The Churn
by James S. A. Corey
* * *
Burton was a small, thin, dark-skinned man. He wore immaculately tailored suits, and kept the thick black curls of his hair and the small beard on his chin neatly groomed. That he worked in criminal enterprises said more about the world than about his character. With more opportunities, a more prestigious education, and a few influential dorm mates at upper university, he could have joined the ranks of transplanetary corporate executives with offices at Luna and Mars, Ceres Station and Ganymede. Instead, a few neighborhoods at the drowned edges of Baltimore answered to him. An organization of a dozen lieutenants, a couple hundred street-level thugs and knee-breakers, a scattering of drug cooks, identity hackers, dirty cops, and arms dealers followed his dictates. And a class of perhaps a thousand professional victims—junkies, whores, vandals, unregistered children, and others in possession of disposable lives—looked up to him as he might look up at Luna: an icon of power and wealth glowing across an impassable void. A fact of nature.
Burton’s misfortune was to be born where and when he was, in a city of scars and vice, in an age when the division in the popular mind was between living on government-funded basic support or having an actual profession and money of your own. To go from an unregistered birth such as his to having any power and status at all was an achievement as profound as it was invisible. To the men and women he owned, the fact that he had risen up from among the lowest of the low was not an invitation but a statement of his strength and improbability, mythical as the seagull that flew to the moon. Burton himself never thought about it, but that he had managed what he did meant only that it was possible. Anyone who had not had his determination, ruthlessness, and luck deserved pretty much whatever shit he handed to them. It didn’t make him sympathetic when someone stepped out of line.
“He… what?” Burton said
“Shot him,” Oestra said, looking at the table.
Around them, the sounds of the diner made a white noise that was like privacy.“Shot. Him. ”

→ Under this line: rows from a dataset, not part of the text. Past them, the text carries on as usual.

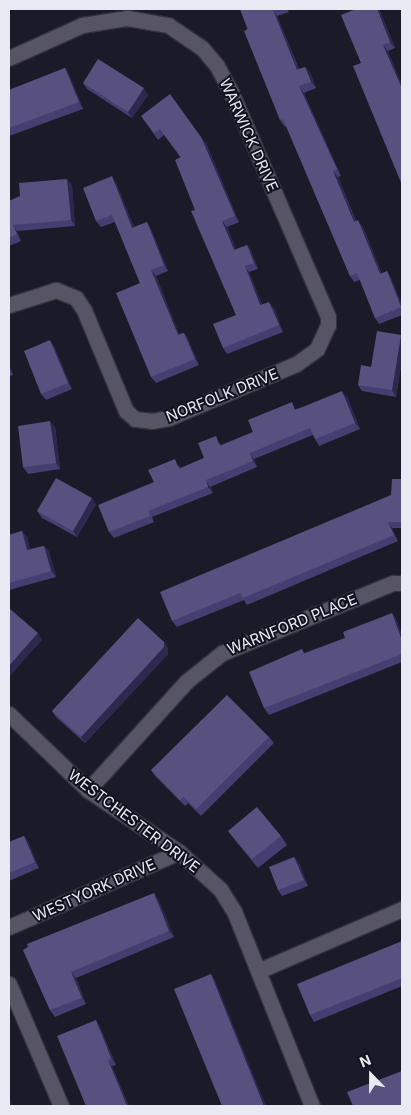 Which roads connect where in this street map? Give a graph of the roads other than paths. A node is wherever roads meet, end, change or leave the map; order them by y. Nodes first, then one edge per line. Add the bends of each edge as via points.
1 (9, 58) edge
2 (9, 305) edge
3 (323, 337) joint
4 (402, 584) edge
5 (9, 714) edge
6 (88, 790) junction
7 (179, 852) junction
8 (402, 909) edge
9 (9, 927) edge
10 (258, 971) junction
11 (9, 984) edge
12 (61, 1106) edge
13 (312, 1106) edge

1 - 3 street, WARWICK DRIVE via 82,25 127,18 168,25 202,48 230,90 328,317
2 - 3 street, NORFOLK DRIVE via 56,290 76,298 126,411 135,419 152,421 169,418 296,364 316,349
4 - 6 street, WARNFORD PLACE via 393,583 222,652 188,681
5 - 6 street, WESTCHESTER DRIVE
6 - 7 street, WESTCHESTER DRIVE
7 - 9 street, WESTYORK DRIVE
7 - 10 street, WESTCHESTER DRIVE via 220,889 234,911
8 - 10 street
10 - 13 street, WESTCHESTER DRIVE
11 - 12 street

“Yeah. Austin was talking about how he was good for the money, and how he just needed a few more days. Before he could finish, Timmy took that shitty homemade shotgun of his and—” Oestra made a shooting motion with two fingers and a thumb, the movement turning seamlessly into a shrug: a single gesture of violence and apology. Burton leaned back in his chair and looked over at Erich as if to say,
Erich had recommended Timmy, had vouched for him, and so was responsible if things went wrong. It felt like they were going very wrong. Erich leaned forward, resting on his good elbow, hiding his fear with forced casualness. His bad arm, the left, was no longer than a six-year-old’s and scarred badly at the joints. His disfigurement was the result of a beating he’d suffered as a child. It wasn’t a fact that he’d shared with Burton, nor would he mention it now, though it did figure into the calculations that were his life. As did Timmy.